Comparing the deaths in the Republican zone to those in the Nationalist, in terms of numbers and nature of the repression there really is no comparison, so proving that James’s assertions are nonsense.
In other words, the acts of terror quoted above by Donald are exactly what anarchists claim they are, the uncontrolled acts of individuals and small groups acting on their own initiative and not directed by either the CNT and FAI. We do not doubt that CNT and FAI members were involved in acts of terror immediately after July 19th. However, they did so as individuals and against the wishes of their own organisations.

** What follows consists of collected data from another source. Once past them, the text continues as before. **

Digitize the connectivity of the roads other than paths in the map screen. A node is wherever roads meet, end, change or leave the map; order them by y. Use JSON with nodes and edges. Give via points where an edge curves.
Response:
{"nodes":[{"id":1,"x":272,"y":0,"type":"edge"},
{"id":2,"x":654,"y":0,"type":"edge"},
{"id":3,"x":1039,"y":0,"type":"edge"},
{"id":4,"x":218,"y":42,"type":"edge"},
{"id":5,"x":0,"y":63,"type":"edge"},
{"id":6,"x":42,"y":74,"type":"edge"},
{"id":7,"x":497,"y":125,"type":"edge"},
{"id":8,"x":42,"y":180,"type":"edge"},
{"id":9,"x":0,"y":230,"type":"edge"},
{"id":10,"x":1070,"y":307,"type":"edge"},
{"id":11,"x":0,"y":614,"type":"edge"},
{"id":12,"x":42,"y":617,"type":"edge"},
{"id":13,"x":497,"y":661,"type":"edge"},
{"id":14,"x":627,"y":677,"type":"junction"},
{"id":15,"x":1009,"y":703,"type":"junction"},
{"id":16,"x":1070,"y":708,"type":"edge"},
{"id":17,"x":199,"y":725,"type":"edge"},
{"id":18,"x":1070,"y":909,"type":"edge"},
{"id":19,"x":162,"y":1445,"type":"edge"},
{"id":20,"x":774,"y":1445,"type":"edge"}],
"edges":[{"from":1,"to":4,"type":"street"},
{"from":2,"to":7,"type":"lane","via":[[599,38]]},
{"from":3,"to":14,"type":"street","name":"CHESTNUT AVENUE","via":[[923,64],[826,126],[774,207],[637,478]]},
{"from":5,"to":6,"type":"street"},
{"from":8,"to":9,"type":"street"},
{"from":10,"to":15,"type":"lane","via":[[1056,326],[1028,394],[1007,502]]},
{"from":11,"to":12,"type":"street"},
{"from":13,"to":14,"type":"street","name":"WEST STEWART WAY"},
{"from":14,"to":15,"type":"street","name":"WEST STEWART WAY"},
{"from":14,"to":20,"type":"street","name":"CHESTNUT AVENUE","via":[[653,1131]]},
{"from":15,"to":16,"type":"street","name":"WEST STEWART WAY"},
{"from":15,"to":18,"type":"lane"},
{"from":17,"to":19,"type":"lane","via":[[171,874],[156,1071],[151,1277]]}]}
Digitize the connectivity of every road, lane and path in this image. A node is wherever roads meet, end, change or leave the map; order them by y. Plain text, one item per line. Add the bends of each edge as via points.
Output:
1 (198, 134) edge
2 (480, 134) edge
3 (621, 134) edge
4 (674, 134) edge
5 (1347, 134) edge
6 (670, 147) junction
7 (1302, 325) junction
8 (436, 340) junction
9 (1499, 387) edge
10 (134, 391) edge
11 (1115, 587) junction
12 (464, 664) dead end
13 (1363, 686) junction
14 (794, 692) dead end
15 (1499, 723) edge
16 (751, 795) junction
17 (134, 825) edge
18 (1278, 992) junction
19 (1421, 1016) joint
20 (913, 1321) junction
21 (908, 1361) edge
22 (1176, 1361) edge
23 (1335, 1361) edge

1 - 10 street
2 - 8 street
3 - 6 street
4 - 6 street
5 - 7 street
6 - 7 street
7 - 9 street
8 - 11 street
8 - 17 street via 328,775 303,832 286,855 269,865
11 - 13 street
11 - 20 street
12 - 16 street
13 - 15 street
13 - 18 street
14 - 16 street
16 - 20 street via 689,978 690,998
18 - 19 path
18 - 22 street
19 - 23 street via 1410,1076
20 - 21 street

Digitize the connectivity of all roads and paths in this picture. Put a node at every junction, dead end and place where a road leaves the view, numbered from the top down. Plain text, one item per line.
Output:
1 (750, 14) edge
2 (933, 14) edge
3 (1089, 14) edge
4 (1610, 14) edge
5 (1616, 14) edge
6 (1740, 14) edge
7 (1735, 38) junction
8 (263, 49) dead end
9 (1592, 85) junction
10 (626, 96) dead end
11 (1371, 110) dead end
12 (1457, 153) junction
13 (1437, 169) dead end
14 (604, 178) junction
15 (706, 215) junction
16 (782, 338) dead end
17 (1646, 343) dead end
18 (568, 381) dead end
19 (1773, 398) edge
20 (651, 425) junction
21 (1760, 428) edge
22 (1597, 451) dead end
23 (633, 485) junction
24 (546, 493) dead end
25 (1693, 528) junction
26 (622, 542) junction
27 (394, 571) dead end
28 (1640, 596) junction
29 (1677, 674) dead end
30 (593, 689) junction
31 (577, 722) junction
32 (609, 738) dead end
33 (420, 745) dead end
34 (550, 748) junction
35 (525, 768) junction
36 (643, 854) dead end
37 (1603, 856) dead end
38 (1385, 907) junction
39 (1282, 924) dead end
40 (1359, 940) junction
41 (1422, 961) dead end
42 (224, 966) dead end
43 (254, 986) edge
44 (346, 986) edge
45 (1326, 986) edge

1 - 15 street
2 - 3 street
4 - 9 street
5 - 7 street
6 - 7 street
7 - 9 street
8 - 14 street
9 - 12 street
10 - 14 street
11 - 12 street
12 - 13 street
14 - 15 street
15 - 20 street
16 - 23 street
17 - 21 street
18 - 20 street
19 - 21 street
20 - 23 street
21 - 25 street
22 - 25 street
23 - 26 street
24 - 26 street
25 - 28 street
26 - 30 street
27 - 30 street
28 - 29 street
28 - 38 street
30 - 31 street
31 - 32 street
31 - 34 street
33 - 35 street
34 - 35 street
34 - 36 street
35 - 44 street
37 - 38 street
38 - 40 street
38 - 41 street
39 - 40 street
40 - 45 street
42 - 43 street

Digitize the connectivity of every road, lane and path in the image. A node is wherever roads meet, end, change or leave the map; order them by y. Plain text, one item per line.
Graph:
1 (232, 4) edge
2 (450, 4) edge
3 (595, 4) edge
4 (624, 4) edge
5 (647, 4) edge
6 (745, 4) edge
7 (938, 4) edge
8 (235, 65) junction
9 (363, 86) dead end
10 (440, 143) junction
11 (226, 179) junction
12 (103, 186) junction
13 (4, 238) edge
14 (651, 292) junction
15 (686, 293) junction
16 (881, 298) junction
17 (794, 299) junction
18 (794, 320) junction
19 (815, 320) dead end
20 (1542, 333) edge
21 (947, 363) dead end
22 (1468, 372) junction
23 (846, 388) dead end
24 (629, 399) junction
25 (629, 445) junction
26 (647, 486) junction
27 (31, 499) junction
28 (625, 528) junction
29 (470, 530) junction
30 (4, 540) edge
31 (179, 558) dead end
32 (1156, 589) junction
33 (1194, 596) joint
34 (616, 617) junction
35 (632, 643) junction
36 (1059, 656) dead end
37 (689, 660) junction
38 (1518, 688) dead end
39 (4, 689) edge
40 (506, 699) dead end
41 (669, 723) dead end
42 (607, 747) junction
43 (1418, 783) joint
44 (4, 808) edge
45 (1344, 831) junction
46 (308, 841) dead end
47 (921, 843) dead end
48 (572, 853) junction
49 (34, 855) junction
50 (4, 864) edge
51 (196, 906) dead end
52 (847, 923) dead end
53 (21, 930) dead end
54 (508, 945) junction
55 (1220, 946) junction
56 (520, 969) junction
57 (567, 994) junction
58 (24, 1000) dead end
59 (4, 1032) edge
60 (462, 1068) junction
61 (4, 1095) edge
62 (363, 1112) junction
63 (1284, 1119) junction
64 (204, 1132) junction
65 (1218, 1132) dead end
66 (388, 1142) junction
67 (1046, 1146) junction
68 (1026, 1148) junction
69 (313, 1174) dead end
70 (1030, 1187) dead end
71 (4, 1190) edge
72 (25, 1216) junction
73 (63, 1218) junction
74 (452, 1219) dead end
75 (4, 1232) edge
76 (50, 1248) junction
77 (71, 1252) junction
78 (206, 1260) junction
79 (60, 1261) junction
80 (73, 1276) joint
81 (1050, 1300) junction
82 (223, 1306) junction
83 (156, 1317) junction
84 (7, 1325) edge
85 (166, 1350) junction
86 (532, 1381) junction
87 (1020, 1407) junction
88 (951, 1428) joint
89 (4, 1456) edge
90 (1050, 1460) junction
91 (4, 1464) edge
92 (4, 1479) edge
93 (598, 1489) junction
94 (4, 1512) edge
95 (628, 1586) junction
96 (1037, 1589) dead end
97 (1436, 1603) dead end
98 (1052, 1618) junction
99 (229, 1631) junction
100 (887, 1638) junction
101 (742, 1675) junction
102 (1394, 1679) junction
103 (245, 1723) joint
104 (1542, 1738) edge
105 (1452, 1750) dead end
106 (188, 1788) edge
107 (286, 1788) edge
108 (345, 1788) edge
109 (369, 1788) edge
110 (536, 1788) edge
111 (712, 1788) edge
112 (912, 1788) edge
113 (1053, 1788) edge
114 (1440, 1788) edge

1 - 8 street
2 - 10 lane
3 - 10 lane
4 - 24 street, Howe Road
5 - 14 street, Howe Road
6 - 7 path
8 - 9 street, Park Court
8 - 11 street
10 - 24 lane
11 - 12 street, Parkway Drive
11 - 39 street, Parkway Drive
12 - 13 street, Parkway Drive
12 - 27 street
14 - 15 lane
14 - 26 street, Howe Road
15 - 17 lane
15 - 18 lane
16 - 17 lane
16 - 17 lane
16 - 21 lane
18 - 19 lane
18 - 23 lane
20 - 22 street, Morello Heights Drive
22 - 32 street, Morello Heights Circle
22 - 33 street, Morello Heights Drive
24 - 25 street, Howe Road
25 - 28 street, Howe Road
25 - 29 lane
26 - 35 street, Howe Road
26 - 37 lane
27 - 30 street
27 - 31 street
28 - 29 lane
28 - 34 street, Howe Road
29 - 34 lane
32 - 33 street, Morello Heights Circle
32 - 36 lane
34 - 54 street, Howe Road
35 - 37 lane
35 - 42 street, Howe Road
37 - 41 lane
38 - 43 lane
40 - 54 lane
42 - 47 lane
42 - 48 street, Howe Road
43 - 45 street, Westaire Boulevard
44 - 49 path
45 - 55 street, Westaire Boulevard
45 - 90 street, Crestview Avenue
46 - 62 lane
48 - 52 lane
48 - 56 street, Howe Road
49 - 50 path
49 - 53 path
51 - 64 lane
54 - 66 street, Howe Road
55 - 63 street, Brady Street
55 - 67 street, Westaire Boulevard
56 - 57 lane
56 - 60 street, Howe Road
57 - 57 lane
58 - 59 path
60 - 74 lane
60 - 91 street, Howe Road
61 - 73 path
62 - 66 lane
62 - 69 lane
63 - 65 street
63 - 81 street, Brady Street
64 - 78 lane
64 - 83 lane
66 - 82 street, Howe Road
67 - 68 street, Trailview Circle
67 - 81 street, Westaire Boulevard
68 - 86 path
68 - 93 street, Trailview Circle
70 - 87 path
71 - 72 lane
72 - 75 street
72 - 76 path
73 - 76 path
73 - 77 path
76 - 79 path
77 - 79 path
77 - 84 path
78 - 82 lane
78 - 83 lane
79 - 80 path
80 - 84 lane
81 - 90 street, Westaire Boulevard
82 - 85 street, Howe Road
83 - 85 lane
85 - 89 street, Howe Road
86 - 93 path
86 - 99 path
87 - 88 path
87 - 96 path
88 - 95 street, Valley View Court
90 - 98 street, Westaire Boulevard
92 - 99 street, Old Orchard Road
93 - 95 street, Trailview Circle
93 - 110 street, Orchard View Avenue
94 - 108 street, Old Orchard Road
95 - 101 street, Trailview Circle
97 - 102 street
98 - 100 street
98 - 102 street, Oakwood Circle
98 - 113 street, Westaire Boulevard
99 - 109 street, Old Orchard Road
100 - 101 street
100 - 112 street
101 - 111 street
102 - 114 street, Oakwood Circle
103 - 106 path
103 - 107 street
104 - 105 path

These organisations also took steps to stop these activities, as indicated above. As for the example from Aragon, again these were carried out by the militia a few kilometers behind their front lines and was directed against possible pro-fascists in the village.
On investigation, James Donald "case" for CNT run "killing fields" proves to be false and his conclusions are not supported by the historians whose books he uses, nor any other serious historian.